67 In the High Court in Hillpalm (2004) 220 CLR 472 the majority (McHugh ACJ, Hayne and Heydon JJ, in a joint judgment) did not reach the question whether indefeasibility was overridden by the later statute because (on their view of the evidence) the council had not in fact imposed the condition and, even if it had, it was not a condition of continuing use such as to bind a subsequent purchaser. They held at [42] - [43] that "Where as here, the subdivision of the land was the relevant development, the subsequent purchaser of a subdivided lot does not 'carry that development out' by occupying, and thus using, one of the lots in the subdivision. It follows that, even if there was a relevant condition of the subdivision concerning the creation of a right of way, the appellant did not contravene s 76A of the EPAA by using the land without creating that right of way. It did not breach s 76A because it did not carry the development of subdivision out on the land". Consequently, they held that s 123 did not apply. Thus, on the majority view, only an unfulfilled council consent condition that related to the continuing use of the land, as distinct from the once-only event of subdivision, could bind later registered proprietors. The majority touched on, but did not decide, the issue of consistency between a council consent and the effective operation of the Torrens title system and the issue whether a development consent creates a right in rem:
[51] If the Council's consent to the subdivision operated to create a right in rem that may be relied on by any later transferee of any lot in the subdivision, that would present a fundamental question about how the creation of such a right would be consistent with the effective operation of a system of Torrens Title. In particular, the existence of such a right would be inconsistent with s 42(1) of the Real Property Act. That provides that, subject only to the four kinds of exception specified in the succeeding paragraphs of s 42(1), and the further exception in case of fraud :
Notwithstanding the existence in any other person of any estate or interest which but for this Act might be held to be paramount or to have priority, the registered proprietor for the time being of any estate or interest in land recorded in a folio of the Register shall, except in case of fraud, hold the same, subject to such other estates and interests and such entries, if any, as are recorded in that folio, but absolutely free from all other estates and interests that are not so recorded.

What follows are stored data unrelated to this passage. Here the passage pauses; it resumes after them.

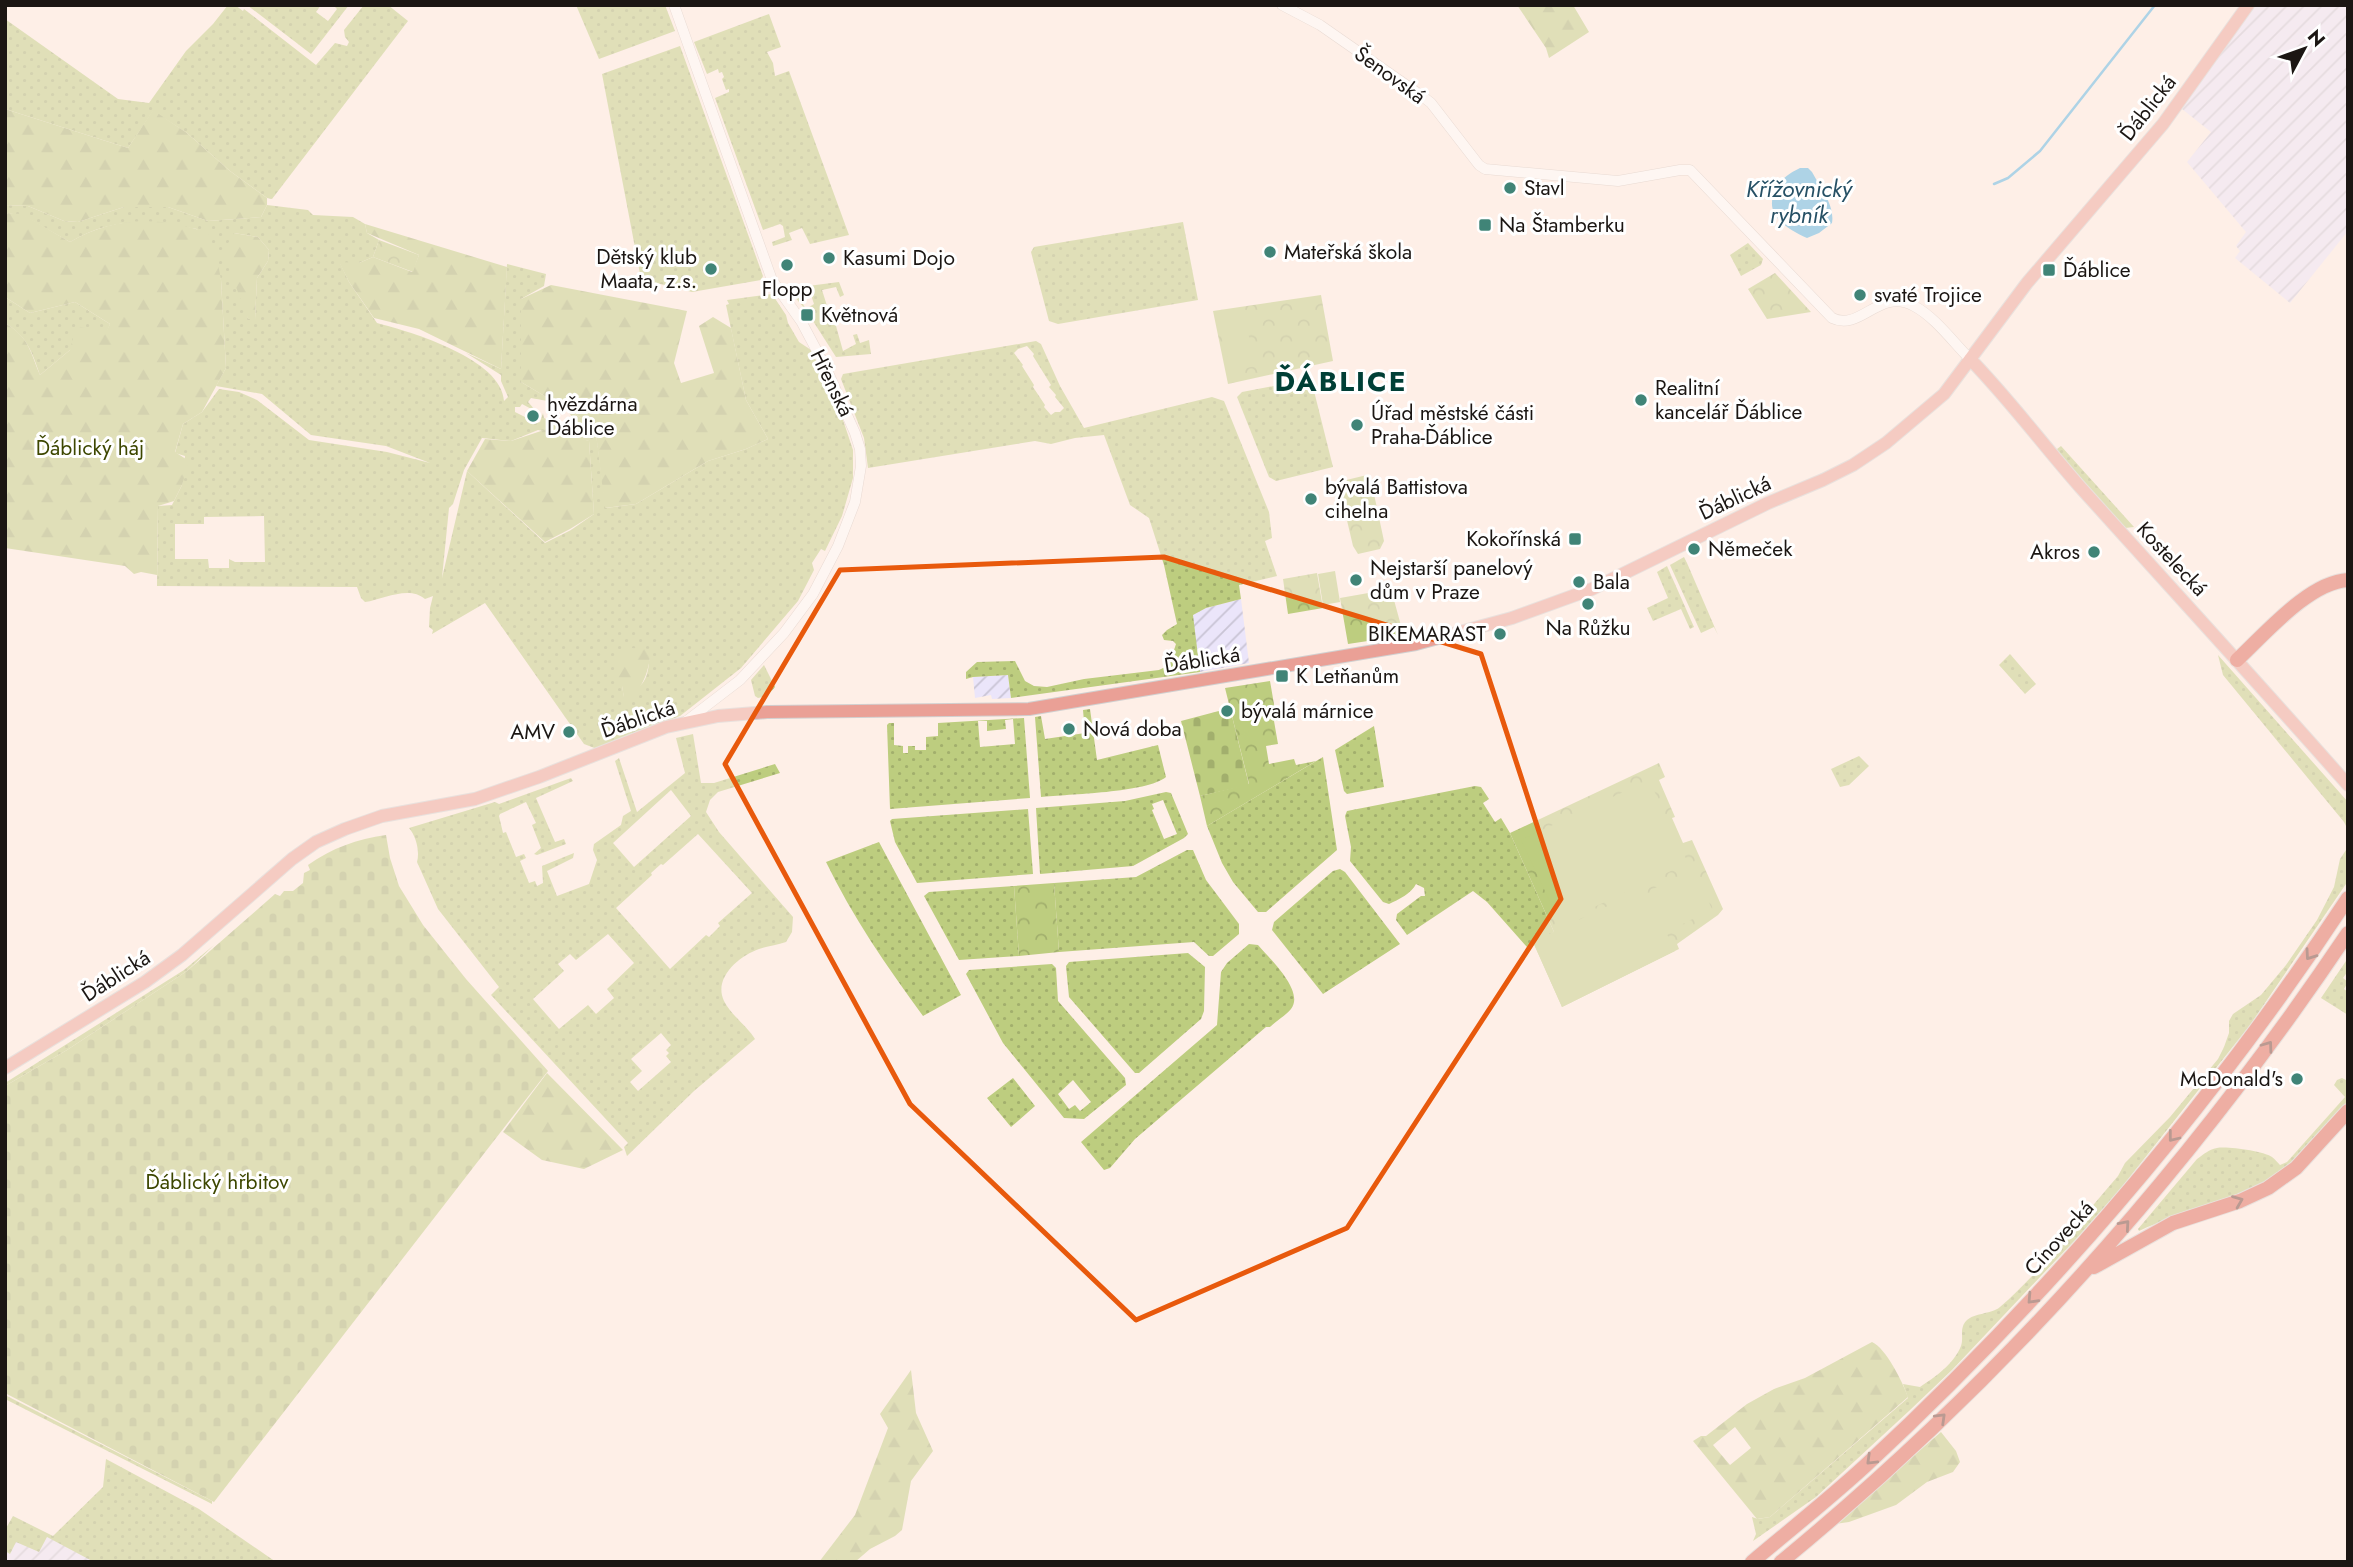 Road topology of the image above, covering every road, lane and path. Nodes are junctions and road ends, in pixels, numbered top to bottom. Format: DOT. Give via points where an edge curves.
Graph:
graph roads {
  1 [pos="674,5"];
  2 [pos="1282,5"];
  3 [pos="2248,5"];
  4 [pos="1970,359"];
  5 [pos="2348,580"];
  6 [pos="2238,660"];
  7 [pos="684,723"];
  8 [pos="2348,785"];
  9 [pos="2348,898"];
  10 [pos="2348,933"];
  11 [pos="5,1068"];
  12 [pos="2348,1111"];
  13 [pos="2084,1273"];
  14 [pos="1752,1562"];
  15 [pos="1781,1562"];
  1 -- 7 [label="street, Hřenská" via="772,280 827,368 855,433 861,466 855,502 813,594 740,680"];
  2 -- 4 [label="street, Šenovská" via="1320,25 1431,103 1479,165 1492,171 1601,181 1690,170 1832,318 1845,321 1881,303 1902,301 1926,314"];
  3 -- 4 [label="main road, Ďáblická" via="2163,124 2027,283"];
  4 -- 6 [label="main road, Kostelecká"];
  4 -- 7 [label="main road, Ďáblická" via="1924,414 1853,465 1592,589 1512,618 1403,646 1029,709 749,712"];
  5 -- 6 [label="highway" via="2331,582 2308,595"];
  6 -- 8 [label="main road, Kostelecká"];
  7 -- 11 [label="main road, Ďáblická" via="475,799 382,816 316,842 145,982"];
  9 -- 14 [label="highway, Cínovecká, one-way" via="2247,1042 2109,1214 2004,1328 1865,1466"];
  13 -- 10 [label="highway, Cínovecká, one-way" via="2235,1090"];
  13 -- 12 [label="highway, one-way" via="2173,1223 2268,1188 2296,1168"];
  15 -- 13 [label="highway, Cínovecká, one-way" via="1944,1416"];
} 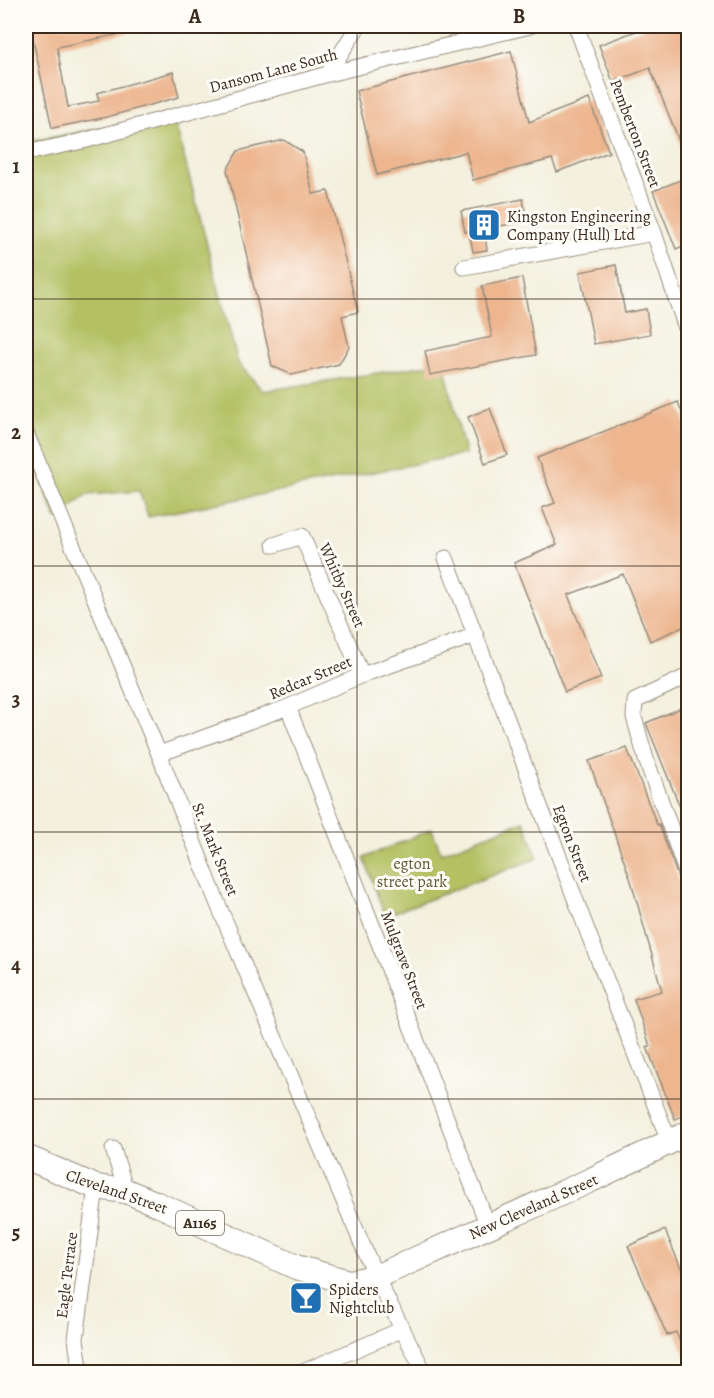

(None of the exceptions specified in s 42(1) was said to be engaged in the present matter.)
[52] As Barwick CJ said in Breskvar v Wall :
The Torrens system of registered title ... is not a system of registration of title but a system of title by registration. That which the certificate of title describes is not the title which the registered proprietor formerly had, or which but for registration would have had. The title it certifies is not historical or derivative. It is the title which registration itself has vested in the proprietor.
It follows that, when the appellant became registered as proprietor of an estate in fee simple in the appellant's land, it obtained the title described in the certificate of title. That title was free from any encumbrance or interest of the kind which the respondent contends it is now entitled to have created.
[53] If the consent to the subdivision did create a right in rem, that would be a right or interest in the land not shown on the Computer Folio Certificate. There would then be a real and lively question about how the two statutory schemes (the scheme under the EPAA and the Torrens system for which the Real Property Act provides) were to be reconciled, and questions of implied repeal or amendment might arise. But those questions are not raised by this matter. That is because it was common ground that the appellant's title was not and is not now subject to any interest of the kind which the respondent asserted it was entitled to have the appellant create in its favour. If the respondent has any such right, it is a right to have an interest in land created and that is said to be a right enforceable by personal action against the appellant, not by any action or application to rectify the Register maintained under the Real Property Act . That right, if it exists, is not a right in rem.
[54] The availability of rights in personam is entirely consistent with the Torrens system of title. The immediate indefeasibility of a title to land under the Torrens system does not deny the right of a plaintiff to bring against a registered proprietor a claim in personam, founded in law or in equity, for such relief as a court acting in personam may grant ( Frazer v Walker [1967] 1 AC 569 at 585) and those proceedings may have as their terminal point orders binding the registered proprietor to divest himself wholly or partly of the estate or interest vested in him by registration ( Breskvar v Wall (1971) 126 CLR 376 at 385, per Barwick CJ) . If the respondent has a right against the appellant, it is a personal right, not a right in rem, and that personal right must be found, if at all, in the relevant statutory provisions.
[55] For the reasons given earlier, however, the respondent has no such right. Section 123 of the EPAA does not provide that right to the respondent in this case, the appellant not being in actual or threatened breach of that Act. No other provision of that Act was identified as founding the right asserted. That being so, the respondent's claim to orders obliging the appellant to create an easement and construct a right of way must fail.